Then, she’s too shocked by me bursting through the door.
“Oh my God, what the fuck?” she says, surging to her feet so fast that she hits Pierce’s chin with the top of her head and they both curse in pain.
“I heard you talking and thought you were in trouble,” I blurt out, catching a glimpse of what looks like a pirate ship on Pierce’s back before he tugs his shirt down.
“No, I’m fine. Jesus. Sorry about smashing your face,” she says to Liverwurst, touching a hand to his chest.
I instantly want to snatch her hand away and spray it down with hand sanitizer, and that’s before Pierce flexes, making his pecs jump beneath his long-sleeved t-shirt.

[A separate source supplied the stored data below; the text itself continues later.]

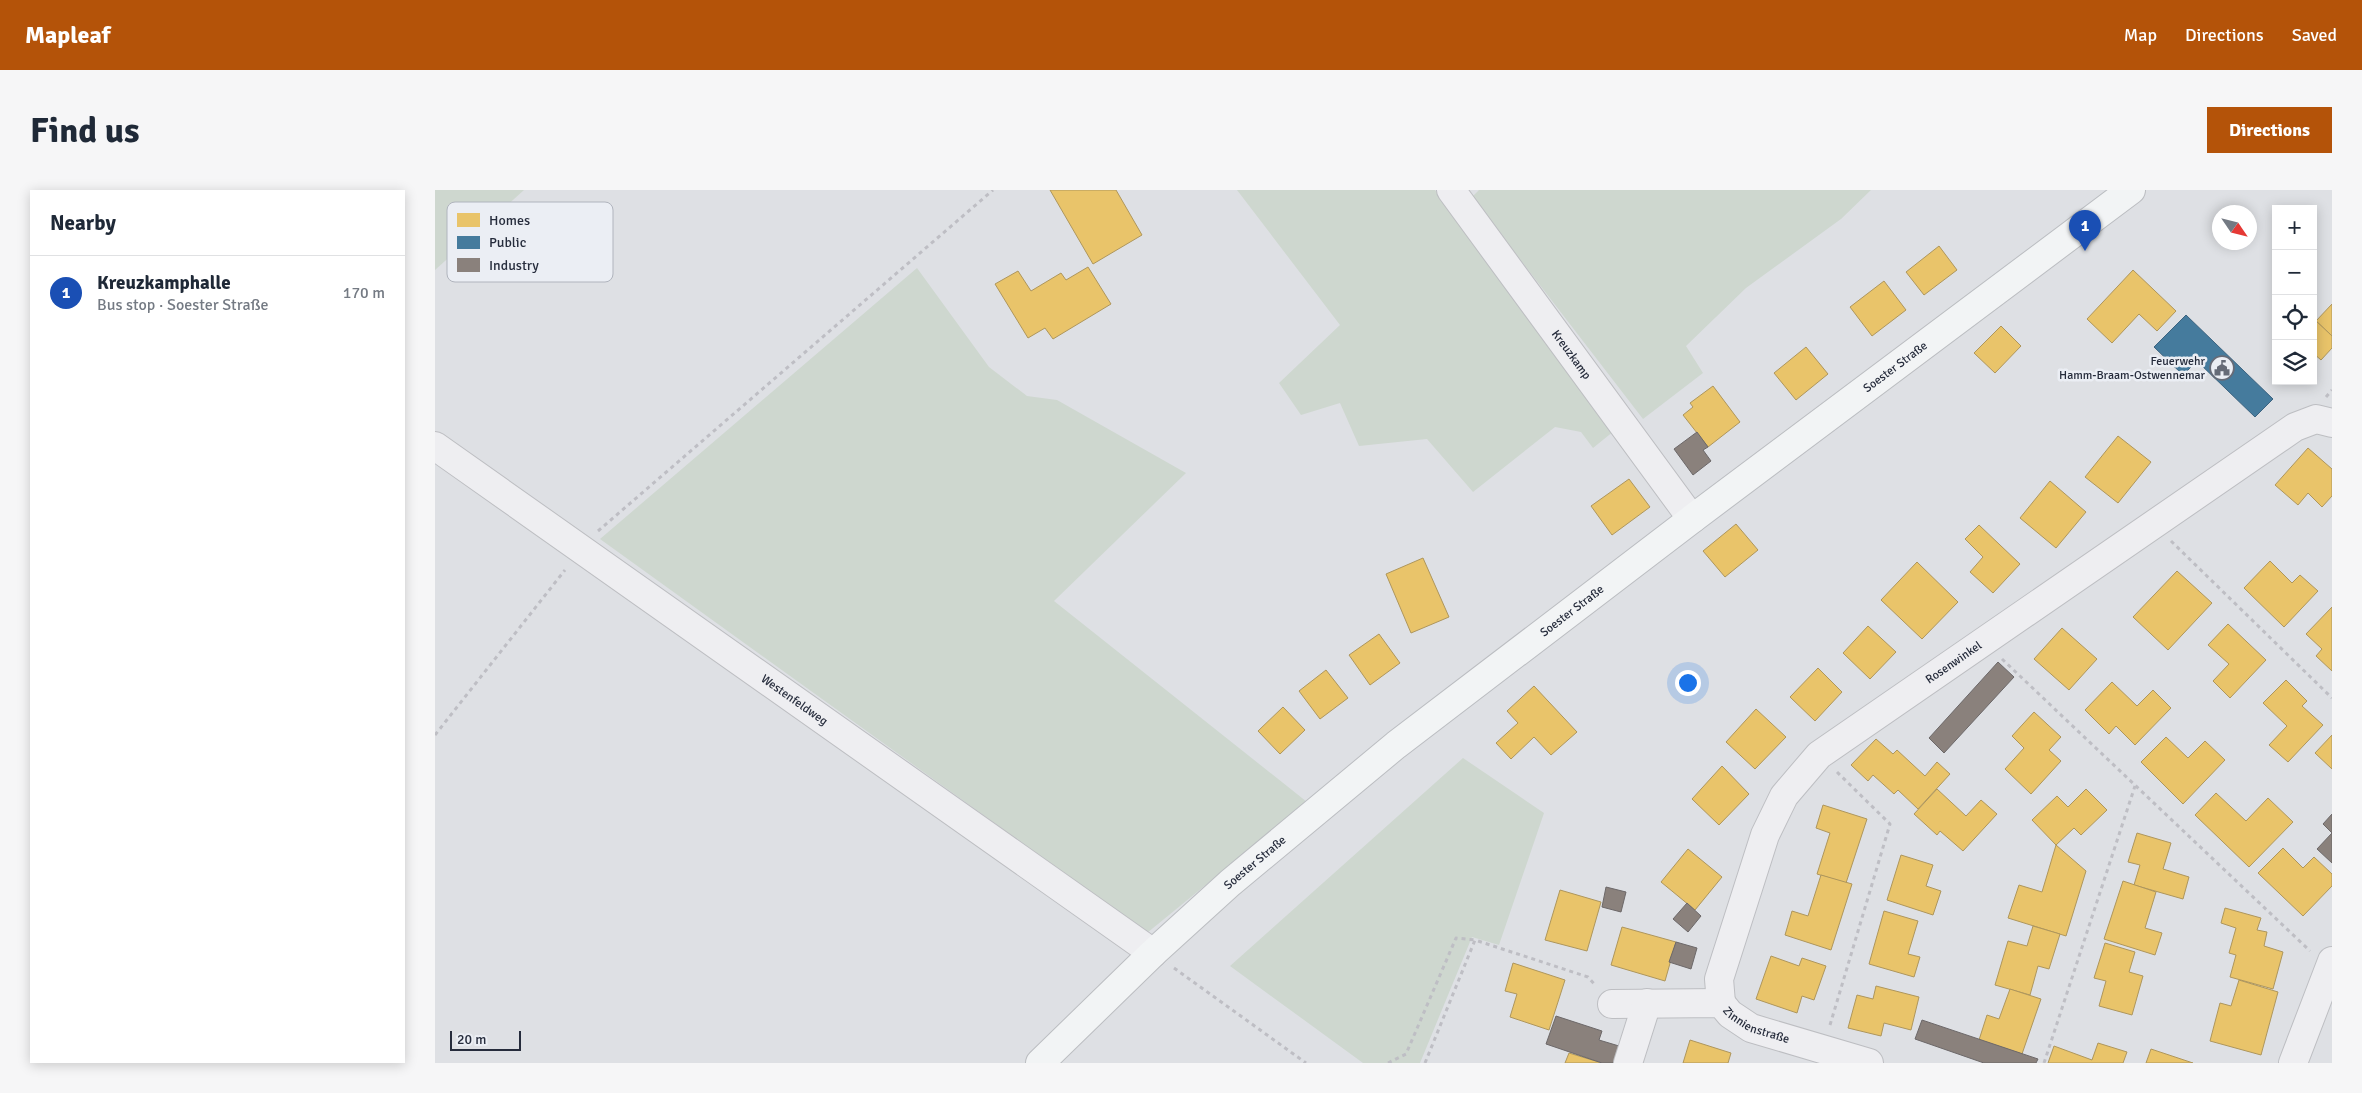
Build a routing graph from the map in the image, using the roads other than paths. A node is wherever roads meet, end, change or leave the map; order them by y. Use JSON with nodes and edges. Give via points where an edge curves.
{"nodes":[{"id":1,"x":1451,"y":190,"type":"edge"},
{"id":2,"x":2131,"y":190,"type":"edge"},
{"id":3,"x":2324,"y":421,"type":"edge"},
{"id":4,"x":435,"y":446,"type":"edge"},
{"id":5,"x":1691,"y":519,"type":"junction"},
{"id":6,"x":1153,"y":953,"type":"junction"},
{"id":7,"x":2330,"y":965,"type":"edge"},
{"id":8,"x":1647,"y":1003,"type":"junction"},
{"id":9,"x":1721,"y":1003,"type":"junction"},
{"id":10,"x":1612,"y":1004,"type":"road end"},
{"id":11,"x":1040,"y":1063,"type":"edge"},
{"id":12,"x":1628,"y":1063,"type":"edge"},
{"id":13,"x":1869,"y":1063,"type":"edge"},
{"id":14,"x":2293,"y":1063,"type":"edge"}],
"edges":[{"from":1,"to":5,"type":"street","name":"Kreuzkamp"},
{"from":2,"to":5,"type":"main road","name":"Soester Straße"},
{"from":3,"to":9,"type":"street","name":"Rosenwinkel","via":[[2295,427],[1819,755],[1784,796],[1765,834],[1719,979]]},
{"from":4,"to":6,"type":"street","name":"Westenfeldweg"},
{"from":5,"to":6,"type":"main road","name":"Soester Straße","via":[[1397,745],[1229,883]]},
{"from":6,"to":11,"type":"main road","name":"Soester Straße"},
{"from":7,"to":14,"type":"street"},
{"from":8,"to":9,"type":"street","name":"Zinnienstraße"},
{"from":8,"to":10,"type":"street","name":"Zinnienstraße"},
{"from":8,"to":12,"type":"street"},
{"from":9,"to":13,"type":"street","name":"Zinnienstraße","via":[[1730,1014],[1751,1028]]}]}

“It’s okay,” he says, rubbing his chin with one hand as he touches the side of her waist with the other.
“No, it’s not. Hands off,” I snap, the words out of my mouth before I can think better of them.
Instantly, I know I’ve fucked up, but even I’m not prepared for the suddenness of the storm that sweeps into Binx’s eyes.
“What?” she demands, in a tone that makes it clear, the word isn’t a question. It’s a statement on my epic tomfoolery.
I lift my hands in surrender and take a breath. “I just meant…” I trail off, my thoughts spinning, sending up sprays of thought gravel.
What did I mean? What? My improvisational skills aren’t great at the best of times, and these are not the best of times. Not with Pierce standing there looking all smug and expectant, like a kid about to watch his bully get pummeled under the bleachers.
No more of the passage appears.